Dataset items
=====

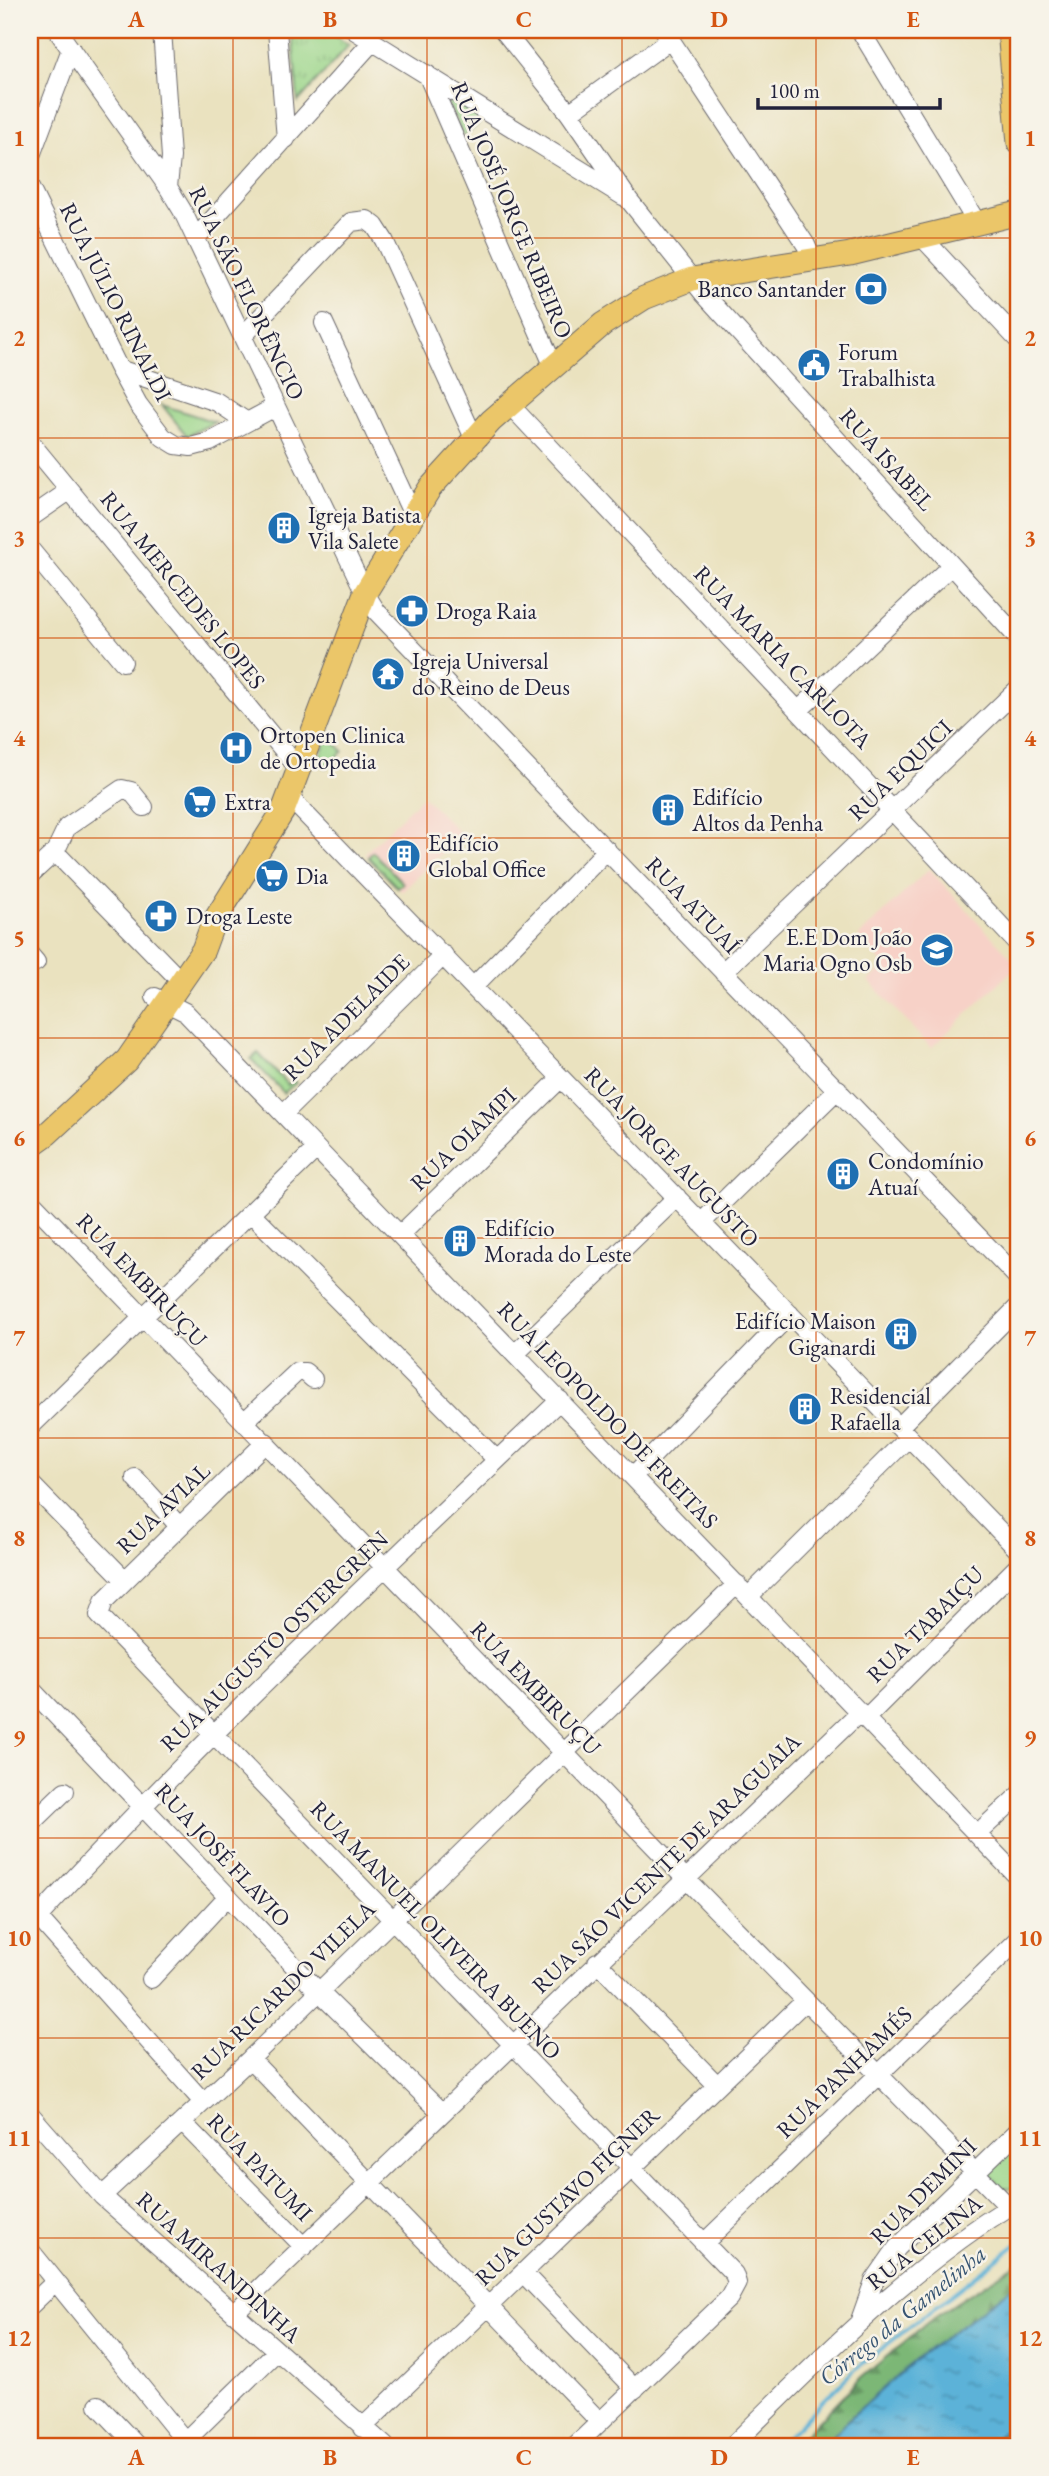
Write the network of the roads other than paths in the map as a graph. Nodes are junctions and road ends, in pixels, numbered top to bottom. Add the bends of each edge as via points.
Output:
1 (57, 30) edge
2 (162, 30) edge
3 (277, 30) edge
4 (354, 30) edge
5 (503, 30) edge
6 (860, 30) edge
7 (1009, 30) edge
8 (667, 35) edge
9 (372, 42) junction
10 (71, 49) junction
11 (427, 74) junction
12 (569, 113) junction
13 (286, 139) junction
14 (1019, 144) edge
15 (30, 158) edge
16 (169, 187) junction
17 (30, 188) edge
18 (629, 200) junction
19 (1019, 210) edge
20 (977, 223) junction
21 (922, 237) junction
22 (196, 238) junction
23 (813, 261) junction
24 (692, 279) junction
25 (324, 323) dead end
26 (243, 336) junction
27 (1019, 341) edge
28 (552, 365) junction
29 (119, 369) junction
30 (509, 404) junction
31 (275, 407) junction
32 (247, 422) junction
33 (474, 438) junction
34 (30, 442) edge
35 (69, 491) junction
36 (412, 513) junction
37 (30, 519) edge
38 (30, 549) edge
39 (951, 566) junction
40 (365, 593) junction
41 (1019, 639) edge
42 (123, 662) dead end
43 (1019, 688) edge
44 (799, 710) junction
45 (299, 769) junction
46 (289, 797) junction
47 (144, 807) dead end
48 (895, 810) junction
49 (607, 850) junction
50 (55, 852) junction
51 (30, 875) edge
52 (213, 923) junction
53 (1019, 945) edge
54 (444, 955) junction
55 (172, 972) junction
56 (723, 972) junction
57 (474, 986) junction
58 (162, 999) junction
59 (561, 1078) junction
60 (838, 1090) junction
61 (283, 1114) junction
62 (30, 1130) edge
63 (30, 1146) edge
64 (316, 1149) junction
65 (677, 1197) junction
66 (30, 1200) edge
67 (251, 1213) junction
68 (701, 1223) junction
69 (400, 1235) junction
70 (1016, 1269) edge
71 (1019, 1306) edge
72 (790, 1314) junction
73 (142, 1317) junction
74 (515, 1354) junction
75 (313, 1379) dead end
76 (560, 1400) junction
77 (245, 1421) junction
78 (30, 1427) edge
79 (904, 1432) junction
80 (266, 1442) junction
81 (497, 1460) junction
82 (633, 1476) junction
83 (135, 1478) dead end
84 (30, 1483) edge
85 (179, 1526) junction
86 (1019, 1551) edge
87 (1019, 1565) edge
88 (386, 1566) junction
89 (125, 1580) junction
90 (743, 1590) junction
91 (99, 1612) joint
92 (30, 1688) edge
93 (863, 1715) junction
94 (212, 1734) junction
95 (562, 1751) junction
96 (65, 1791) dead end
97 (1019, 1795) edge
98 (141, 1805) junction
99 (30, 1825) edge
100 (977, 1834) junction
101 (685, 1878) junction
102 (1019, 1878) edge
103 (228, 1897) junction
104 (391, 1919) junction
105 (34, 1921) edge
106 (1019, 1939) edge
107 (597, 1962) junction
108 (151, 1979) dead end
109 (318, 1991) junction
110 (805, 2001) junction
111 (512, 2045) junction
112 (250, 2059) junction
113 (876, 2074) junction
114 (718, 2085) junction
115 (203, 2102) junction
116 (442, 2113) junction
117 (30, 2114) edge
118 (182, 2122) junction
119 (1019, 2130) edge
120 (631, 2168) junction
121 (975, 2173) junction
122 (370, 2184) junction
123 (102, 2196) junction
124 (1014, 2204) edge
125 (704, 2243) junction
126 (304, 2247) junction
127 (30, 2250) edge
128 (523, 2273) junction
129 (54, 2283) junction
130 (30, 2306) edge
131 (489, 2306) junction
132 (234, 2313) junction
133 (859, 2323) junction
134 (277, 2351) junction
135 (635, 2389) junction
136 (98, 2405) dead end
137 (600, 2422) junction
138 (362, 2428) junction
139 (184, 2445) edge
140 (137, 2446) edge
141 (385, 2446) edge
142 (575, 2446) edge
143 (732, 2446) edge

1 - 10 street, RUA SÃO FLORÊNCIO
2 - 16 street via 172,158
3 - 13 street
4 - 9 street
5 - 12 street, RUA ISABEL
6 - 20 street
7 - 14 main road
8 - 12 street
8 - 23 street
9 - 11 street
9 - 13 street
10 - 15 street
10 - 16 street, RUA SÃO FLORÊNCIO
11 - 18 street
11 - 28 street, RUA JOSÉ JORGE RIBEIRO
12 - 18 street, RUA ISABEL
13 - 22 street
16 - 22 street, RUA SÃO FLORÊNCIO
17 - 29 street, RUA JÚLIO RINALDI
18 - 24 street, RUA ISABEL
19 - 20 main road
20 - 21 main road
21 - 23 main road
21 - 27 street
22 - 26 street, RUA SÃO FLORÊNCIO
23 - 24 main road
24 - 28 main road via 621,311
24 - 39 street, RUA ISABEL
25 - 36 street
26 - 31 street, RUA SÃO FLORÊNCIO
26 - 33 street via 351,222 367,220 384,240
28 - 30 main road
29 - 32 street via 217,402
29 - 32 street, RUA JÚLIO RINALDI via 148,419 176,445 210,442
30 - 33 main road
30 - 44 street, RUA MARIA CARLOTA
31 - 32 street, RUA JÚLIO RINALDI
31 - 40 street, RUA SÃO FLORÊNCIO
33 - 36 main road
34 - 35 street, RUA MERCEDES LOPES
35 - 37 street
35 - 45 street, RUA MERCEDES LOPES
36 - 40 main road
38 - 42 street
39 - 41 street, RUA ISABEL
39 - 44 street
40 - 45 main road
40 - 49 street, RUA ATUAÍ via 377,612
43 - 48 street, RUA EQUICI
44 - 48 street, RUA MARIA CARLOTA
45 - 46 main road
46 - 52 main road
46 - 54 street, RUA JORGE AUGUSTO
47 - 50 street via 131,791 122,789 67,827
48 - 53 street, RUA MARIA CARLOTA
48 - 56 street, RUA EQUICI
49 - 56 street, RUA ATUAÍ
49 - 57 street
50 - 51 street
50 - 55 street
52 - 55 main road
52 - 58 main road via 203,950
54 - 57 street, RUA JORGE AUGUSTO
54 - 61 street, RUA ADELAIDE
55 - 58 main road
56 - 60 street, RUA ATUAÍ
57 - 59 street, RUA JORGE AUGUSTO
58 - 61 street, RUA LEOPOLDO DE FREITAS via 186,1012
58 - 62 main road via 98,1069
58 - 63 main road via 132,1053
59 - 65 street, RUA JORGE AUGUSTO
59 - 69 street, RUA OIAMPI
60 - 68 street
60 - 70 street, RUA ATUAÍ
61 - 64 street, RUA LEOPOLDO DE FREITAS
64 - 67 street
64 - 69 street, RUA LEOPOLDO DE FREITAS
65 - 68 street, RUA JORGE AUGUSTO
65 - 74 street
66 - 73 street, RUA EMBIRUÇU
67 - 73 street
67 - 81 street
68 - 72 street, RUA JORGE AUGUSTO
69 - 74 street, RUA LEOPOLDO DE FREITAS
71 - 79 street, RUA RICARDO VILELA
72 - 79 street, RUA JORGE AUGUSTO
72 - 82 street
73 - 77 street, RUA EMBIRUÇU
73 - 78 street
74 - 76 street, RUA LEOPOLDO DE FREITAS
75 - 77 street via 297,1372
76 - 81 street, RUA AUGUSTO OSTERGREN
76 - 82 street, RUA LEOPOLDO DE FREITAS
77 - 80 street, RUA EMBIRUÇU
79 - 86 street, RUA JORGE AUGUSTO
79 - 90 street, RUA RICARDO VILELA
80 - 85 street, RUA AVIAL
80 - 88 street, RUA EMBIRUÇU
81 - 88 street, RUA AUGUSTO OSTERGREN
82 - 90 street, RUA LEOPOLDO DE FREITAS
83 - 85 street
84 - 89 street
85 - 89 street, RUA AVIAL
87 - 93 street, RUA TABAIÇU
88 - 94 street, RUA AUGUSTO OSTERGREN
88 - 95 street, RUA EMBIRUÇU
89 - 91 street, RUA AVIAL
90 - 93 street, RUA LEOPOLDO DE FREITAS
90 - 95 street, RUA RICARDO VILELA
91 - 94 street, RUA MANUEL OLIVEIRA BUENO
92 - 98 street, RUA JOSÉ FLAVIO
93 - 100 street, RUA LEOPOLDO DE FREITAS
93 - 101 street, RUA SÃO VICENTE DE ARAGUAIA
94 - 98 street, RUA AUGUSTO OSTERGREN
94 - 104 street, RUA MANUEL OLIVEIRA BUENO
95 - 101 street, RUA EMBIRUÇU
95 - 104 street, RUA RICARDO VILELA
96 - 99 street
97 - 100 street
98 - 103 street, RUA JOSÉ FLAVIO
98 - 105 street, RUA AUGUSTO OSTERGREN
100 - 102 street, RUA LEOPOLDO DE FREITAS
101 - 107 street, RUA SÃO VICENTE DE ARAGUAIA
101 - 110 street, RUA EMBIRUÇU
103 - 108 street
103 - 109 street, RUA JOSÉ FLAVIO
104 - 109 street, RUA RICARDO VILELA
104 - 111 street, RUA MANUEL OLIVEIRA BUENO
105 - 115 street
106 - 113 street, RUA PANHAMÉS
107 - 111 street, RUA SÃO VICENTE DE ARAGUAIA
107 - 114 street
109 - 112 street, RUA RICARDO VILELA
109 - 116 street, RUA JOSÉ FLAVIO
110 - 113 street, RUA EMBIRUÇU
110 - 114 street, RUA GUSTAVO FIGNER
111 - 116 street, RUA SÃO VICENTE DE ARAGUAIA
111 - 120 street, RUA MANUEL OLIVEIRA BUENO
112 - 115 street, RUA RICARDO VILELA
112 - 122 street
113 - 121 street, RUA EMBIRUÇU
113 - 125 street, RUA PANHAMÉS
114 - 120 street, RUA GUSTAVO FIGNER
115 - 118 street, RUA RICARDO VILELA
116 - 122 street, RUA SÃO VICENTE DE ARAGUAIA
117 - 123 street, RUA MIRANDINHA
118 - 123 street, RUA RICARDO VILELA
118 - 126 street, RUA PATUMI
119 - 121 street, RUA DEMINI
120 - 125 street, RUA MANUEL OLIVEIRA BUENO
120 - 128 street, RUA GUSTAVO FIGNER
121 - 124 street, RUA EMBIRUÇU
121 - 133 street, RUA DEMINI via 883,2265
122 - 126 street, RUA SÃO VICENTE DE ARAGUAIA
122 - 131 street
123 - 132 street, RUA MIRANDINHA
124 - 133 street, RUA CELINA
125 - 135 street, RUA MANUEL OLIVEIRA BUENO via 737,2283 729,2298
126 - 132 street, RUA SÃO VICENTE DE ARAGUAIA
127 - 129 street
128 - 131 street, RUA GUSTAVO FIGNER
128 - 135 street
129 - 130 street
129 - 139 street
131 - 137 street
131 - 138 street, RUA GUSTAVO FIGNER
132 - 134 street, RUA MIRANDINHA
133 - 143 street, RUA DEMINI
134 - 138 street, RUA MIRANDINHA
134 - 139 street
135 - 137 street
136 - 140 street
137 - 142 street
138 - 141 street, RUA MIRANDINHA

=====

* EXERCISE REQUIREMENTS *
Pull out all lines from the entries above in which the word "VICENTE" appears.

* SOLUTION FOR THIS TASK *
93 - 101 street, RUA SÃO VICENTE DE ARAGUAIA
101 - 107 street, RUA SÃO VICENTE DE ARAGUAIA
107 - 111 street, RUA SÃO VICENTE DE ARAGUAIA
111 - 116 street, RUA SÃO VICENTE DE ARAGUAIA
116 - 122 street, RUA SÃO VICENTE DE ARAGUAIA
122 - 126 street, RUA SÃO VICENTE DE ARAGUAIA
126 - 132 street, RUA SÃO VICENTE DE ARAGUAIA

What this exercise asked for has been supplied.